Posted Sep 19, 2013 02:06 pm CDT
JPMorgan Chase has agreed to pay $920 million and admitted wrongdoing in connection with the so-called “London whale” scandal.
The agreement disclosed on Thursday stems from risky 2012 trades by London traders that resulted in $6.2 billion in losses, report the New York Times DealBook blog, USA Today and Reuters. The lead trader whose trading bets backfired has been dubbed the “London whale.”
The agreement resolves investigations by the Securities and Exchange Commission and three other agencies.

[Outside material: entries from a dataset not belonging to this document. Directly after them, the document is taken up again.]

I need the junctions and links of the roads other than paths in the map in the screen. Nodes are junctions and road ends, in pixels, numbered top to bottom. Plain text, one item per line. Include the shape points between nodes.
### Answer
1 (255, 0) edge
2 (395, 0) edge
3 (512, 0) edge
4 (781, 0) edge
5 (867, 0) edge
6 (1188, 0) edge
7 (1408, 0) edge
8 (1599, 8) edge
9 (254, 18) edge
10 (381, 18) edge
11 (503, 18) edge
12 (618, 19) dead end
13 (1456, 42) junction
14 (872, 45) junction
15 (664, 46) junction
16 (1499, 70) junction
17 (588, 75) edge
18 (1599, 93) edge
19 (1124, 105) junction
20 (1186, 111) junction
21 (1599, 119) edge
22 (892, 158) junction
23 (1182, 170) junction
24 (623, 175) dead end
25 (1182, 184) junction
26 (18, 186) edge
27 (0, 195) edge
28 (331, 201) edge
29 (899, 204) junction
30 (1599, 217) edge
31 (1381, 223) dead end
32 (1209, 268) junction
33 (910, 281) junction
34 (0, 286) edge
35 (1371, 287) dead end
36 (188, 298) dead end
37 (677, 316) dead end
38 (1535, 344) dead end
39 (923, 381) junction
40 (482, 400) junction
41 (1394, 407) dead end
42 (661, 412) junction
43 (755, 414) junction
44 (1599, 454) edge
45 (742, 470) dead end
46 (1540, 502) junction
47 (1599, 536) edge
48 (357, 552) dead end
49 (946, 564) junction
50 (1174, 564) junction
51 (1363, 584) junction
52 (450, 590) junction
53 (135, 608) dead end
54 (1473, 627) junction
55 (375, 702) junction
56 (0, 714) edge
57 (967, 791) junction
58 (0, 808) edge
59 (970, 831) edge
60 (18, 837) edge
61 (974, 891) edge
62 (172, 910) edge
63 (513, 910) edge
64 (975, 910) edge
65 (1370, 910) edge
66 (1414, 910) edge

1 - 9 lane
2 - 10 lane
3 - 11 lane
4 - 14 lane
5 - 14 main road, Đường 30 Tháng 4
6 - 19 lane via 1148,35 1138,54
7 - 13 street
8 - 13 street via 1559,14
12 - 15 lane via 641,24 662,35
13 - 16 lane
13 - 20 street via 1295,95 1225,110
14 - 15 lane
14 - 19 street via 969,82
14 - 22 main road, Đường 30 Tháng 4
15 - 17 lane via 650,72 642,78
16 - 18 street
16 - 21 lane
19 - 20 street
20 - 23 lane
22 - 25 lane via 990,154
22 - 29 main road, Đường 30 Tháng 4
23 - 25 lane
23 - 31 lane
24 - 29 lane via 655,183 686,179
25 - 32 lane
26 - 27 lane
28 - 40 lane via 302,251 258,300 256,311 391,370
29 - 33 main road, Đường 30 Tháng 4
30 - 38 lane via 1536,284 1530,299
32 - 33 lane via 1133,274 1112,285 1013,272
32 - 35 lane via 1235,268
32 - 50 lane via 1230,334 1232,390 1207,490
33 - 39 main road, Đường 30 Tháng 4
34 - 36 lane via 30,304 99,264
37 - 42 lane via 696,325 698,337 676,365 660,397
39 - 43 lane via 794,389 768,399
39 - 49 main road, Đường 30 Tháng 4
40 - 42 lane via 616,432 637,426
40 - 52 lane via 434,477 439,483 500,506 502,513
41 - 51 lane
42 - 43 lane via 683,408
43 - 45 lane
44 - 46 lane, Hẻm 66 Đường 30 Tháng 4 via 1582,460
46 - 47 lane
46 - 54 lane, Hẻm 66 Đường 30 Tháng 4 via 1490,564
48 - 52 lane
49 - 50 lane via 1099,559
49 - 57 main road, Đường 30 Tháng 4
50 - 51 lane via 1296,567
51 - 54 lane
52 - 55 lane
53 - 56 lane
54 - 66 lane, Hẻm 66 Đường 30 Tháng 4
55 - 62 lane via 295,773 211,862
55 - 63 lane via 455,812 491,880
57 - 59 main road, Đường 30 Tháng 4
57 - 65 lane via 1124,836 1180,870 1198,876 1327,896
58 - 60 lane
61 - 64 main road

The agency still faces probes by federal prosecutors in New York and the Commodity Futures Trading Commission, USA Today says.
George Canellos, co-director of the S.E.C.’s enforcement division, issued a statement saying JP Morgan did not exercise appropriate oversight.
“JPMorgan failed to keep watch over its traders as they overvalued a very complex portfolio to hide massive losses,” Canellos said. “While grappling with how to fix its internal control breakdowns, JPMorgan’s senior management broke a cardinal rule of corporate governance and deprived its board of critical information it needed to fully assess the company’s problems and determine whether accurate and reliable information was being disclosed to investors and regulators.”
ABAJournal.com: “Two former JPMorgan traders charged in ‘London whale’ scandal”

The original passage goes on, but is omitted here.